Remarkable Entertainment
- Formerly: Remarkable Television (2009–2016)
- Type: Subsidiary
- Industry: Television
- Predecessors: Cheetah Television (1987–2009); Brighter Pictures (1992–2009); RDF Television;
- Founded: 2009; 17 years ago
- Headquarters: London, England
- Parent: Banijay UK Productions
- Website: remarkable.tv

= Remarkable Entertainment =

British television production company

Remarkable Entertainment (formerly known as Remarkable Television) is a British television production company that is part of Banijay UK Productions which is part of French production & distribution company Banijay Entertainment. It was created through the merger of two British production companies Cheetah Television and Brighter Pictures by their Dutch parent company Endemol in 2009.

==History==
In June 2014, Remarkable announced that establishment of their game-show division Remarkable Games with former head of entertainment at Remarkable Television named James Fox heading the new games division as their creative director.

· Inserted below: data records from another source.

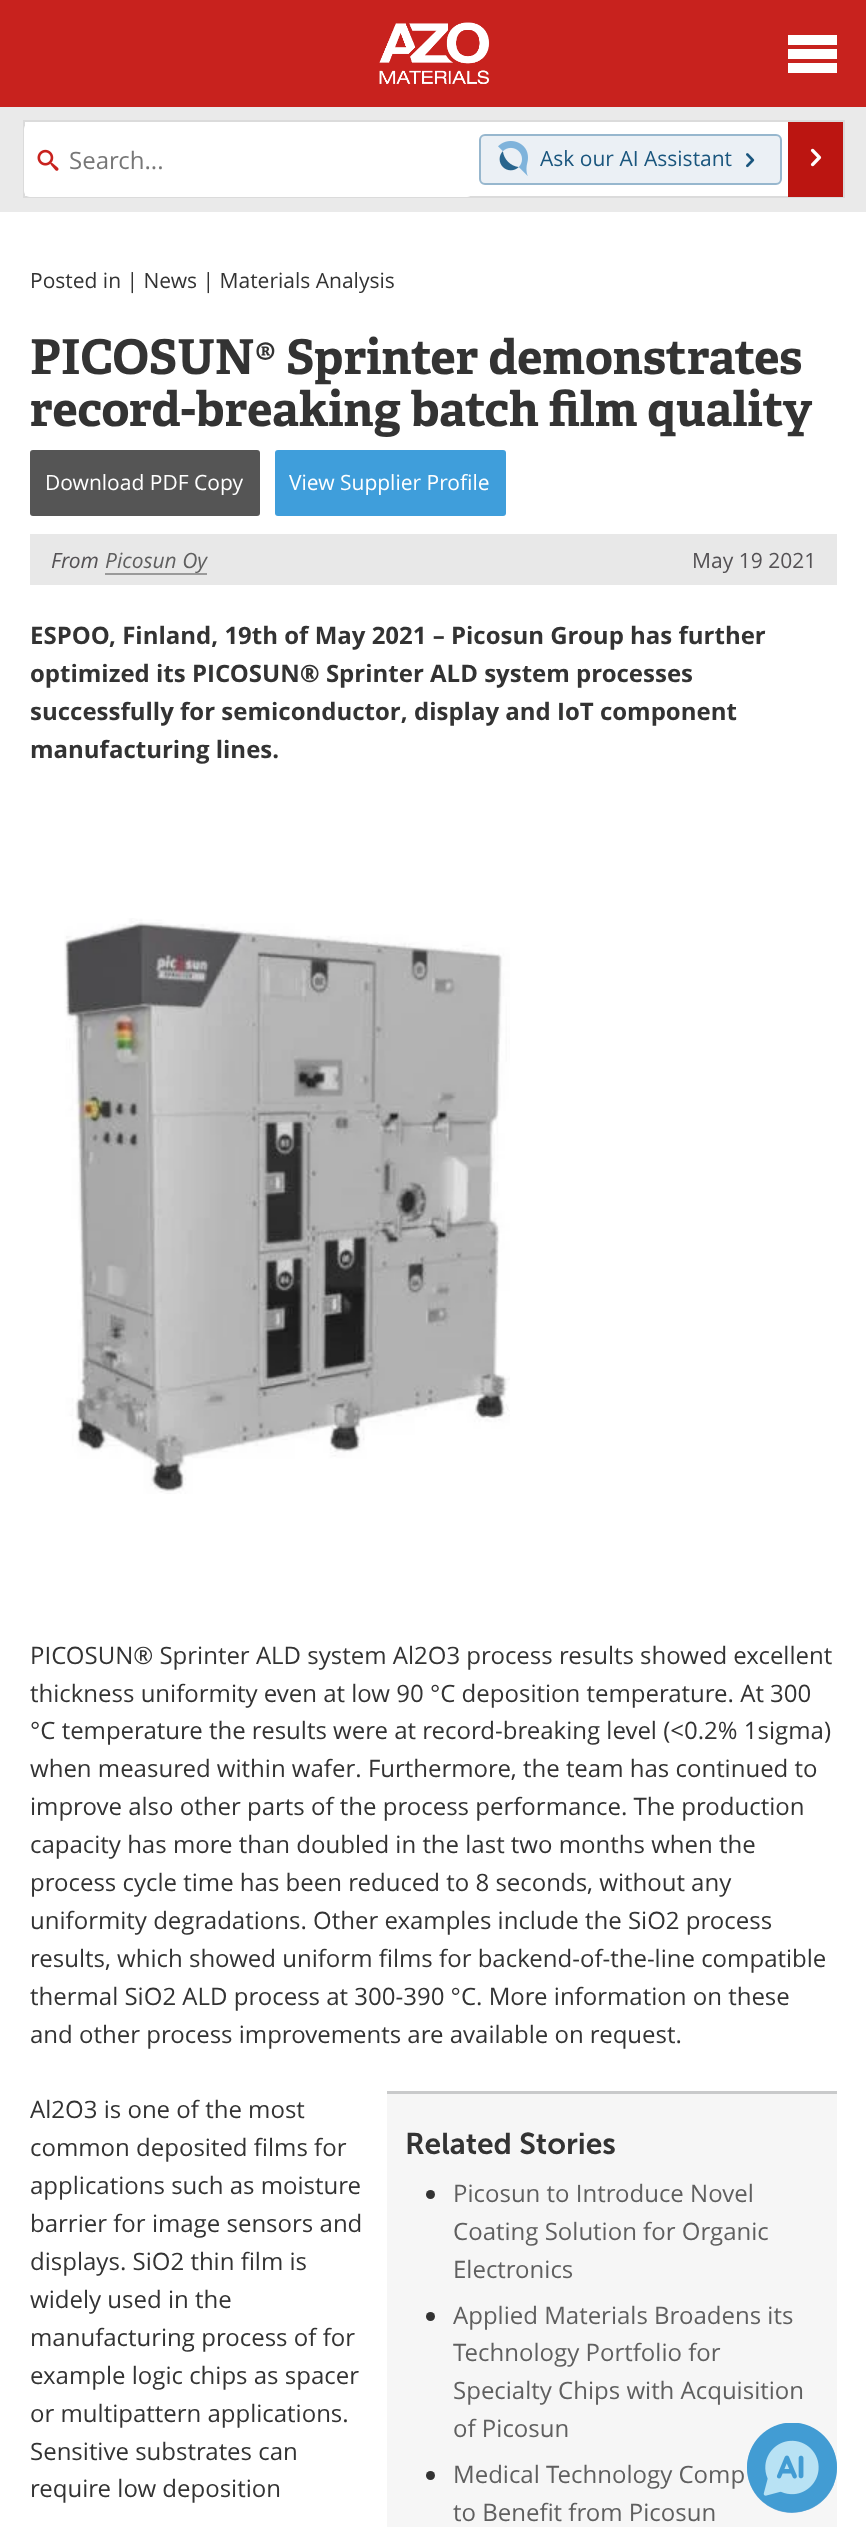 <?xml version="1.0" encoding="UTF-8"?>
<svg xmlns="http://www.w3.org/2000/svg" width="866" height="2527">
    <rect width="100%" height="100%" fill="#FFFFFF"/>
    <rect x="0" y="107" width="866" height="105" fill="#EAEAEA"/>
    <rect x="0" y="0" width="866" height="107" fill="#C8221E"/>
    <image x="379" y="22" width="111" height="62" href="img_01.png"/>
    <path d="M 788 35 H 837 V 45 H 788 Z M 788 49 H 837 V 59 H 788 Z M 788 63 H 837 V 73 H 788 Z" fill="#FFFFFF"/>
    <rect x="25" y="122" width="763" height="74" fill="#FFFFFF"/>
    <rect x="24" y="121" width="820" height="76" fill="none" stroke="#DBDBDB" stroke-width="2"/>
    <rect x="24" y="123" width="449" height="74" rx="6" fill="#FFFFFF"/>
    <image x="37" y="149" width="22" height="22" href="img_02.png"/>
    <text x="69" y="169" font-family="Open Sans" font-size="24" fill="#777777">Search...</text>
    <rect x="480" y="135" width="301" height="49" rx="5" fill="#EBF0F5" stroke="#97B7CE" stroke-width="2"/>
    <image x="498" y="141" width="30" height="35" href="img_03.png"/>
    <text x="540" y="166" font-family="Open Sans" font-size="21" fill="#1A567E">Ask our AI Assistant</text>
    <image x="746" y="153" width="9" height="15" href="img_04.png"/>
    <rect x="788" y="122" width="55" height="75" fill="#BB1511"/>
    <image x="810" y="148" width="12" height="19" href="img_05.png"/>
    <text x="30" y="288" font-family="Open Sans" font-size="21" fill="#333333">Posted in | News | Materials Analysis</text>
    <text font-family="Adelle" font-size="48" font-weight="700" fill="#333333">
        <tspan x="30" y="374">PICOSUN® Sprinter demonstrates</tspan>
        <tspan x="30" y="426">record-breaking batch film quality</tspan>
    </text>
    <rect x="30" y="450" width="230" height="66" rx="3" fill="#555555"/>
    <text x="45" y="490" font-family="Open Sans" font-size="21" fill="#FFFFFF">Download PDF Copy</text>
    <rect x="275" y="450" width="231" height="66" rx="3" fill="#3F9EDB"/>
    <text x="289" y="490" font-family="Open Sans" font-size="21" fill="#FFFFFF">View Supplier Profile</text>
    <rect x="30" y="534" width="807" height="51" fill="#E8E8E8"/>
    <text x="51" y="568" font-family="Open Sans" font-size="21" font-style="italic" fill="#545154">From</text>
    <rect x="105" y="573" width="102" height="2" fill="#9A9A9A"/>
    <text x="105" y="568" font-family="Open Sans" font-size="21" font-style="italic" fill="#5F5F5F">Picosun Oy</text>
    <text x="692" y="568" font-family="Open Sans" font-size="21" fill="#545154">May 19 2021</text>
    <text font-family="Open Sans" font-size="24" font-weight="700" fill="#333333">
        <tspan x="30" y="644">ESPOO, Finland, 19th of May 2021 – Picosun Group has further</tspan>
        <tspan x="30" y="682">optimized its PICOSUN® Sprinter ALD system processes</tspan>
        <tspan x="30" y="720">successfully for semiconductor, display and IoT component</tspan>
        <tspan x="30" y="758">manufacturing lines.</tspan>
    </text>
    <image x="64" y="918" width="446" height="576" href="img_06.png"/>
    <text font-family="Open Sans" font-size="24" fill="#333333">
        <tspan x="30" y="1664">PICOSUN® Sprinter ALD system Al2O3 process results showed excellent</tspan>
        <tspan x="30" y="1702">thickness uniformity even at low 90 °C deposition temperature. At 300</tspan>
        <tspan x="30" y="1739">°C temperature the results were at record-breaking level (&lt;0.2% 1sigma)</tspan>
        <tspan x="30" y="1777">when measured within wafer. Furthermore, the team has continued to</tspan>
        <tspan x="30" y="1815">improve also other parts of the process performance. The production</tspan>
        <tspan x="30" y="1853">capacity has more than doubled in the last two months when the</tspan>
        <tspan x="30" y="1891">process cycle time has been reduced to 8 seconds, without any</tspan>
        <tspan x="30" y="1929">uniformity degradations. Other examples include the SiO2 process</tspan>
        <tspan x="30" y="1967">results, which showed uniform films for backend-of-the-line compatible</tspan>
        <tspan x="30" y="2005">thermal SiO2 ALD process at 300-390 °C. More information on these</tspan>
        <tspan x="30" y="2043">and other process improvements are available on request.</tspan>
    </text>
    <text font-family="Open Sans" font-size="24" fill="#333333">
        <tspan x="30" y="2118">Al2O3 is one of the most</tspan>
        <tspan x="30" y="2156">common deposited films for</tspan>
        <tspan x="30" y="2194">applications such as moisture</tspan>
        <tspan x="30" y="2232">barrier for image sensors and</tspan>
        <tspan x="30" y="2270">displays. SiO2 thin film is</tspan>
        <tspan x="30" y="2308">widely used in the</tspan>
        <tspan x="30" y="2346">manufacturing process of for</tspan>
        <tspan x="30" y="2384">example logic chips as spacer</tspan>
        <tspan x="30" y="2422">or multipattern applications.</tspan>
        <tspan x="30" y="2460">Sensitive substrates can</tspan>
        <tspan x="30" y="2497">require low deposition</tspan>
    </text>
    <rect x="387" y="2094" width="450" height="433" fill="#F6F6F6"/>
    <rect x="387" y="2091" width="450" height="3" fill="#C9CACB"/>
    <text x="405" y="2154" font-family="'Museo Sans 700'" font-size="30" font-weight="600" fill="#333333">Related Stories</text>
    <circle cx="430.5" cy="2194.5" r="4.5" fill="#333333"/>
    <text font-family="Open Sans" font-size="24" fill="#5F5F5F">
        <tspan x="453" y="2202">Picosun to Introduce Novel</tspan>
        <tspan x="453" y="2240">Coating Solution for Organic</tspan>
        <tspan x="453" y="2278">Electronics</tspan>
    </text>
    <circle cx="430.5" cy="2316.5" r="4.5" fill="#333333"/>
    <text font-family="Open Sans" font-size="24" fill="#5F5F5F">
        <tspan x="453" y="2324">Applied Materials Broadens its</tspan>
        <tspan x="453" y="2361">Technology Portfolio for</tspan>
        <tspan x="453" y="2399">Specialty Chips with Acquisition</tspan>
        <tspan x="453" y="2437">of Picosun</tspan>
    </text>
    <circle cx="430.5" cy="2475.5" r="4.5" fill="#333333"/>
    <text font-family="Open Sans" font-size="24" fill="#5F5F5F">
        <tspan x="453" y="2483">Medical Technology Comp</tspan>
        <tspan x="453" y="2521">to Benefit from Picosun</tspan>
    </text>
    <circle cx="792" cy="2468" r="45" fill="#7FB3DB"/>
    <image x="747" y="2423" width="90" height="90" href="img_07.png"/>
</svg>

In July 2020, Remarkable and its Dutch production & distribution parent Endemol Shine Group was merged into French production & distribution company Banijay Group (who owns its British subsidiaries) with Remarkable became a subsidiary of Banijay's UK division Banijay UK and became its new parent as Banijay's distribution arm Banijay Rights will distribute Remarkable's future programmes.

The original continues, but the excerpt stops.